Ping
That seems like the opposite conclusion of the facts in the article. The researchers found the same markers in the DNA over 200 generations. I wouldn't call that diversity -- justthe opposite.
Thank you Renfield, great post!
You might remember the news about the UK teacher, finding a 9000 year old ancestor:
Canada Ping!
Boy this is exciting maybe in a couple of years using the national dna database and these new better more improved sequencing techniques hundreds of thousands of children would know who their daddy is.
Fascinating.
Two very interesting things have come to my attention lately.
The first is that SOMETIMES, but VERY, VERY, VERY RARELY the males sperm contributes mitochondria to the egg. It is usually destroyed almost immediately, but even more rare than it enters, occasionally it survives.
The most interesting thing by far is that they were getting ready to do brain surgery on some gal.

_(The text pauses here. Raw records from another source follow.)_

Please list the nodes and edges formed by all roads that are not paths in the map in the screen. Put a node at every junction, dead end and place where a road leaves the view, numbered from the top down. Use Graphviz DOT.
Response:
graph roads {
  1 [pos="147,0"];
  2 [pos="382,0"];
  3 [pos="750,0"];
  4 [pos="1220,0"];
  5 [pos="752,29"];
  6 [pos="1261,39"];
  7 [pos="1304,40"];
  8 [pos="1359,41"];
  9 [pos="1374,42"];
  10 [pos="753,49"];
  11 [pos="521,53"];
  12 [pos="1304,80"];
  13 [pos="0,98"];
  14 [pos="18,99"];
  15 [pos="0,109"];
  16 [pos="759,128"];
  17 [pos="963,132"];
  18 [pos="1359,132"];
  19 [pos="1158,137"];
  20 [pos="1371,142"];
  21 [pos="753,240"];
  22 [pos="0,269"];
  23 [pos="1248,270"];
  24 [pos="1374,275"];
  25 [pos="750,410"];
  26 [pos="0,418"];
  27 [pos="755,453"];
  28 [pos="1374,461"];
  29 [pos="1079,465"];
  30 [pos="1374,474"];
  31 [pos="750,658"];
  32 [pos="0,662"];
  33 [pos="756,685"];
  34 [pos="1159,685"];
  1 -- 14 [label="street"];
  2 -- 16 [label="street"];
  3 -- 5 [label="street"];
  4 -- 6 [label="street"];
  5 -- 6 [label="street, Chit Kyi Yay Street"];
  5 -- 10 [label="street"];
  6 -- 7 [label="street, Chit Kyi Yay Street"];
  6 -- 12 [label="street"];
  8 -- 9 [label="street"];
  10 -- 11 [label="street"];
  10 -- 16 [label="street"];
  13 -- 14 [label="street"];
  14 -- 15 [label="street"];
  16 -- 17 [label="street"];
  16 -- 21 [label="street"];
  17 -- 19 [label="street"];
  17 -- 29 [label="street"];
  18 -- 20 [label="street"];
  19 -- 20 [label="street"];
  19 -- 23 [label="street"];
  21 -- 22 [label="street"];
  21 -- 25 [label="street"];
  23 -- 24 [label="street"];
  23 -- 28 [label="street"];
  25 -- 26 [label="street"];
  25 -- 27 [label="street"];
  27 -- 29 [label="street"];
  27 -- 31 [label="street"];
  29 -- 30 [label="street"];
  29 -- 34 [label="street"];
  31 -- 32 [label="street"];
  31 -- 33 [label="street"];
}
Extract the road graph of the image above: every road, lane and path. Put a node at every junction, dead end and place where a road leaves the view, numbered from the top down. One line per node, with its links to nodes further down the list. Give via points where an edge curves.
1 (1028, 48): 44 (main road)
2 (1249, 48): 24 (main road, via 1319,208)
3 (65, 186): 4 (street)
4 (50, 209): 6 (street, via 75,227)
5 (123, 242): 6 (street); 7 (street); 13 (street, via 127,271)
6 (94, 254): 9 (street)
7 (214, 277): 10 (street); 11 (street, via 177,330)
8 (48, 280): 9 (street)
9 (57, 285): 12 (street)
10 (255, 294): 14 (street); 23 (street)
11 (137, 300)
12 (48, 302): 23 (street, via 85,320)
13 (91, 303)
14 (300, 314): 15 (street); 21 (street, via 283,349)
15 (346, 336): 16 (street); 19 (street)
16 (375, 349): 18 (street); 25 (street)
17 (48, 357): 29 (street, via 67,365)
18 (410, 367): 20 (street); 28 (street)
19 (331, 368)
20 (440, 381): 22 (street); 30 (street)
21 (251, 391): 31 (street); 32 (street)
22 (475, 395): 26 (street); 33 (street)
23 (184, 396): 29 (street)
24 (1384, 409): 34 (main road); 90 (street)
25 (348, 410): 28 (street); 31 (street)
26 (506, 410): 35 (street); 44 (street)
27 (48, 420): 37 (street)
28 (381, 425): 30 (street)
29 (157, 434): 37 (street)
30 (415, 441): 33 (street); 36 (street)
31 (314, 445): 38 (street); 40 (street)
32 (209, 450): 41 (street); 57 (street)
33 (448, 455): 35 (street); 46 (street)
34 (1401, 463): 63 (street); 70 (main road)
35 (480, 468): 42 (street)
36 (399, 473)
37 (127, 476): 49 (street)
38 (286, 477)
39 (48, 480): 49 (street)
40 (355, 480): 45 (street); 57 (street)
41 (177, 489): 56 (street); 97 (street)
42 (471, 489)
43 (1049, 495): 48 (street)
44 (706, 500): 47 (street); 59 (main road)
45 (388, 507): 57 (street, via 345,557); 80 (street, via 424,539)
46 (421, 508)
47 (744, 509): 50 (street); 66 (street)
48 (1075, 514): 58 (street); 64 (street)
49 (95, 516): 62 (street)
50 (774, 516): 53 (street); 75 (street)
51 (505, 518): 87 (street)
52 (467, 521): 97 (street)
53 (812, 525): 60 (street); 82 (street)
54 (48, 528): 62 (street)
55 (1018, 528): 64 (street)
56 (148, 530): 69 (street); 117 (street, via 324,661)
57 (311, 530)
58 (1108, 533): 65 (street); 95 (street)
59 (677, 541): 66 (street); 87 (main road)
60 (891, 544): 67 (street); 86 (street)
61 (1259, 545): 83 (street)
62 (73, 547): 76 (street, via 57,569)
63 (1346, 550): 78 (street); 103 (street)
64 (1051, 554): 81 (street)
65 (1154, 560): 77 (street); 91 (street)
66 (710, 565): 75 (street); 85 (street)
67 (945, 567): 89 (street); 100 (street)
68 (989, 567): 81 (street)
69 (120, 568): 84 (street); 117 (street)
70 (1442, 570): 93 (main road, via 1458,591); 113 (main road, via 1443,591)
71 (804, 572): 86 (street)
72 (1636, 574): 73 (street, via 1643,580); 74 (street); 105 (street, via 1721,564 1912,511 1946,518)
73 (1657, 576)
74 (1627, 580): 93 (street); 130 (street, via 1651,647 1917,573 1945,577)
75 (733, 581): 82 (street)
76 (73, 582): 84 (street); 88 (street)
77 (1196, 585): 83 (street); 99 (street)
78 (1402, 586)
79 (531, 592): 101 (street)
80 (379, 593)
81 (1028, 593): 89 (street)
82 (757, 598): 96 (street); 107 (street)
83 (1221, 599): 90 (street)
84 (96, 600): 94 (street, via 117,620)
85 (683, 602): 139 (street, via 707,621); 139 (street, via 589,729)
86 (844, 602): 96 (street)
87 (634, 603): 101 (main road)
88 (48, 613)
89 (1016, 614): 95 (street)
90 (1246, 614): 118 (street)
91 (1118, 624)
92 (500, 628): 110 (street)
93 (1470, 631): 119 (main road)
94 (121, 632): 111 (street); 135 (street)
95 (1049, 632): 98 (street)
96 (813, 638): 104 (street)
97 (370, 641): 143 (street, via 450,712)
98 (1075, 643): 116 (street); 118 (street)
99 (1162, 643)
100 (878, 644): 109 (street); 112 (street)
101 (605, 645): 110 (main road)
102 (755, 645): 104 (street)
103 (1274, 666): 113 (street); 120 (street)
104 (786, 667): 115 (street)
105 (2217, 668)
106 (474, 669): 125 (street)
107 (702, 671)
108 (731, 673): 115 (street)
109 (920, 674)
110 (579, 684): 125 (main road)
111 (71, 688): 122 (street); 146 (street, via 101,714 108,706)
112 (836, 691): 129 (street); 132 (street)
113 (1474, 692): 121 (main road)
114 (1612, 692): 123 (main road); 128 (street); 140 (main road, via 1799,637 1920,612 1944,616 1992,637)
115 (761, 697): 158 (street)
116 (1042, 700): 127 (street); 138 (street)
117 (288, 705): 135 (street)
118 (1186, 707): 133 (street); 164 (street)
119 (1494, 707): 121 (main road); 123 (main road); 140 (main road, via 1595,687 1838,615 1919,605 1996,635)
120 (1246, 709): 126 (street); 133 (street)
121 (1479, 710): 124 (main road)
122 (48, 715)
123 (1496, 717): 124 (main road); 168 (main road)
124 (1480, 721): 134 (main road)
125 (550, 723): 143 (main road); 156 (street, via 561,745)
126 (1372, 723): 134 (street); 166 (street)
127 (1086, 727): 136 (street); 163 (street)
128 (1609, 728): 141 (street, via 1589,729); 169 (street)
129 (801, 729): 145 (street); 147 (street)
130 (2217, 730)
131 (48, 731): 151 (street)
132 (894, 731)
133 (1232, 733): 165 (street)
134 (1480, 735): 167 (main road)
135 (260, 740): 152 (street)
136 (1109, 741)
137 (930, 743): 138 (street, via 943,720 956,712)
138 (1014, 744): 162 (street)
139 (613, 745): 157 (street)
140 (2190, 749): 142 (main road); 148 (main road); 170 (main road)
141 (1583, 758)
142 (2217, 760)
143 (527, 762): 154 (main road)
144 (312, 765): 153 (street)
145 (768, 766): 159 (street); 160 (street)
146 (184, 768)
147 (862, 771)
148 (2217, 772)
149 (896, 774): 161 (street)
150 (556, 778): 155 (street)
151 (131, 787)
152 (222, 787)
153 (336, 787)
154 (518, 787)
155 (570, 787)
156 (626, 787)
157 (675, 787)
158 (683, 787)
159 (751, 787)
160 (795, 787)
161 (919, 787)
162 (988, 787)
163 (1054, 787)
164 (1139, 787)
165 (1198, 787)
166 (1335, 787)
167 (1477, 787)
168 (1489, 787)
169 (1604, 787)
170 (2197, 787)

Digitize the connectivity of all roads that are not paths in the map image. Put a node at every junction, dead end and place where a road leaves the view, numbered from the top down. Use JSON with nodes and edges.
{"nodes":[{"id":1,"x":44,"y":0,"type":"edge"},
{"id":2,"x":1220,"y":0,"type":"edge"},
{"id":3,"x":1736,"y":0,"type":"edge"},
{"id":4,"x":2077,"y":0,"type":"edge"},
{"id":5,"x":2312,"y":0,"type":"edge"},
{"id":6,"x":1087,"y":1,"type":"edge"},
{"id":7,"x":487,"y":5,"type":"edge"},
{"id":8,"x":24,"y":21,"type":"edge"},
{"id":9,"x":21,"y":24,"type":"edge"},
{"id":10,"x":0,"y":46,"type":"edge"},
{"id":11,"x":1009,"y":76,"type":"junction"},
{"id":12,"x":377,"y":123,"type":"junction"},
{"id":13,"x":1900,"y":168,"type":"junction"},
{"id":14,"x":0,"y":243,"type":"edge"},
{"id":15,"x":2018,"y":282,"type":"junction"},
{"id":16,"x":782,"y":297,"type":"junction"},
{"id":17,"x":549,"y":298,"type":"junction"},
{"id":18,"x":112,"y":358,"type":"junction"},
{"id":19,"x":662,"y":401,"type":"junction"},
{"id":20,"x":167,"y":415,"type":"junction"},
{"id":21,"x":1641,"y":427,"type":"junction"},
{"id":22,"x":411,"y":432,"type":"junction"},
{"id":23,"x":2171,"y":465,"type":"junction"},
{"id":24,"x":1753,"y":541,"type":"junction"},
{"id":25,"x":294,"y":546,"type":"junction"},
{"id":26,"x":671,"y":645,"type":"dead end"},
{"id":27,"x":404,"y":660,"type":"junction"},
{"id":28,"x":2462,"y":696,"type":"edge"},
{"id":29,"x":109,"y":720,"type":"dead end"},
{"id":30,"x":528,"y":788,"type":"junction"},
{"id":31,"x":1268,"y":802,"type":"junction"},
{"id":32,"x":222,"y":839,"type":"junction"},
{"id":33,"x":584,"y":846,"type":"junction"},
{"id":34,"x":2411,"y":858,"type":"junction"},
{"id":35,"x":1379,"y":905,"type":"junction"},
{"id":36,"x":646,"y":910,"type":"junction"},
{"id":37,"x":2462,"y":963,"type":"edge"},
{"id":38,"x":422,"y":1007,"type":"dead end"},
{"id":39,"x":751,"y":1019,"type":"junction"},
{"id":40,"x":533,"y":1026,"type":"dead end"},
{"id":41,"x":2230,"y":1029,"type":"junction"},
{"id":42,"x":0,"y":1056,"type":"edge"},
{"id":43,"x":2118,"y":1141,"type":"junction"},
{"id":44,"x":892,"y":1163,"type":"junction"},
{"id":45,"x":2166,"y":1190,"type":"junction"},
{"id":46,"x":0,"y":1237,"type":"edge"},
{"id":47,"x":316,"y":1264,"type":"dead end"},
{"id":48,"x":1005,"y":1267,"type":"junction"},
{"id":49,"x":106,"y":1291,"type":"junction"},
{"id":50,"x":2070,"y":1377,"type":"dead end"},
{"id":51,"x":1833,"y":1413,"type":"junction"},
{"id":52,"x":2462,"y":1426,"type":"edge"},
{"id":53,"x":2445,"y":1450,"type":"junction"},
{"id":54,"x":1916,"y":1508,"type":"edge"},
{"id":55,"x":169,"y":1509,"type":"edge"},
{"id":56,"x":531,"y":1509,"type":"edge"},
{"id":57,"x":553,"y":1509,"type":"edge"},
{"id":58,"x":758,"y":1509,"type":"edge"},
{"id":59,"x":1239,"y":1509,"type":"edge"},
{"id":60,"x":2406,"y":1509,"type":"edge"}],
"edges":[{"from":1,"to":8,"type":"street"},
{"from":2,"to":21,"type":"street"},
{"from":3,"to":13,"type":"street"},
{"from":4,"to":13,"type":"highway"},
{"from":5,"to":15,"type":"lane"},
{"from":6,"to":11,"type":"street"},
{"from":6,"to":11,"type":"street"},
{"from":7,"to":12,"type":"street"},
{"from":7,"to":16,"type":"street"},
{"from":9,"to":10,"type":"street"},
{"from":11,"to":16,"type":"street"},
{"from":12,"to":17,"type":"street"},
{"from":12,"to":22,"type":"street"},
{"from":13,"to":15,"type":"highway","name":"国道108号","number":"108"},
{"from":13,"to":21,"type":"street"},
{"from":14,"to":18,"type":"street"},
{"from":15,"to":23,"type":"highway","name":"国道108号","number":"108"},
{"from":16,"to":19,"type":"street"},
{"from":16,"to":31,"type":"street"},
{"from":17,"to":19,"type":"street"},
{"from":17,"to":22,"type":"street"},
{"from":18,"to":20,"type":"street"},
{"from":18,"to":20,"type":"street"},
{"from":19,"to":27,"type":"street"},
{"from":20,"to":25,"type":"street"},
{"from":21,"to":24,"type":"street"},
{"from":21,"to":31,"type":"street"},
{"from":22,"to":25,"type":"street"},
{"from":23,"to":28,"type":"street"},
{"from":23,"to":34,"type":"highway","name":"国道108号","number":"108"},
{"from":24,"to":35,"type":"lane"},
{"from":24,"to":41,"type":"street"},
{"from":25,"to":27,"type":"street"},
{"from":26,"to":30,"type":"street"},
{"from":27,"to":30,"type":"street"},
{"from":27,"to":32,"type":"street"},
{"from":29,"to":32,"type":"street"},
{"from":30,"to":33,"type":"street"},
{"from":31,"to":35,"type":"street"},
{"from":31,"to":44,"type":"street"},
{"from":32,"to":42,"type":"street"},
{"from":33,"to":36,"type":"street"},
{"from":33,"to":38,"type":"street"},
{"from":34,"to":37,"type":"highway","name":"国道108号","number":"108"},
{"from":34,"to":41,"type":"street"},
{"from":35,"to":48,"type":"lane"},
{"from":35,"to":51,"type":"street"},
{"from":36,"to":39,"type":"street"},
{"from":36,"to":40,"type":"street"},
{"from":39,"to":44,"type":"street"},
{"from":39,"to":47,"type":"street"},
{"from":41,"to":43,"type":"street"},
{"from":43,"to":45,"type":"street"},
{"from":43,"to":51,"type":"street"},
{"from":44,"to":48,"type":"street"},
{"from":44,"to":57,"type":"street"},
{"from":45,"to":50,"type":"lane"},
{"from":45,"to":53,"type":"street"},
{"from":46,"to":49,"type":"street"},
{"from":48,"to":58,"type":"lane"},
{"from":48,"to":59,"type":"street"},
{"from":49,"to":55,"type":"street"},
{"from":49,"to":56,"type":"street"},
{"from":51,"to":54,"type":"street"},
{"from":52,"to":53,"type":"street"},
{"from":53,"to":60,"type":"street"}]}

She was the mother of three kids, IIRC, two of them daughters.
While typing her genetics before the test, they found some genes that shouldn’t a been there.
They matched the genotype to one of the daughters.
Seems that sometimes during pregnancy, the fetal cells can cross the placenta and get into the mothers bloodstream. The mothers immune system is somewhat tuned down during pregnancy so she doesn’t go into full scale immune rejection of the fetus.
The babies cells then established themselves in the mothers brain and everybody was hunky dory with it!
Amazing!
AFAIK, it’s been confirmed with a couple other cases.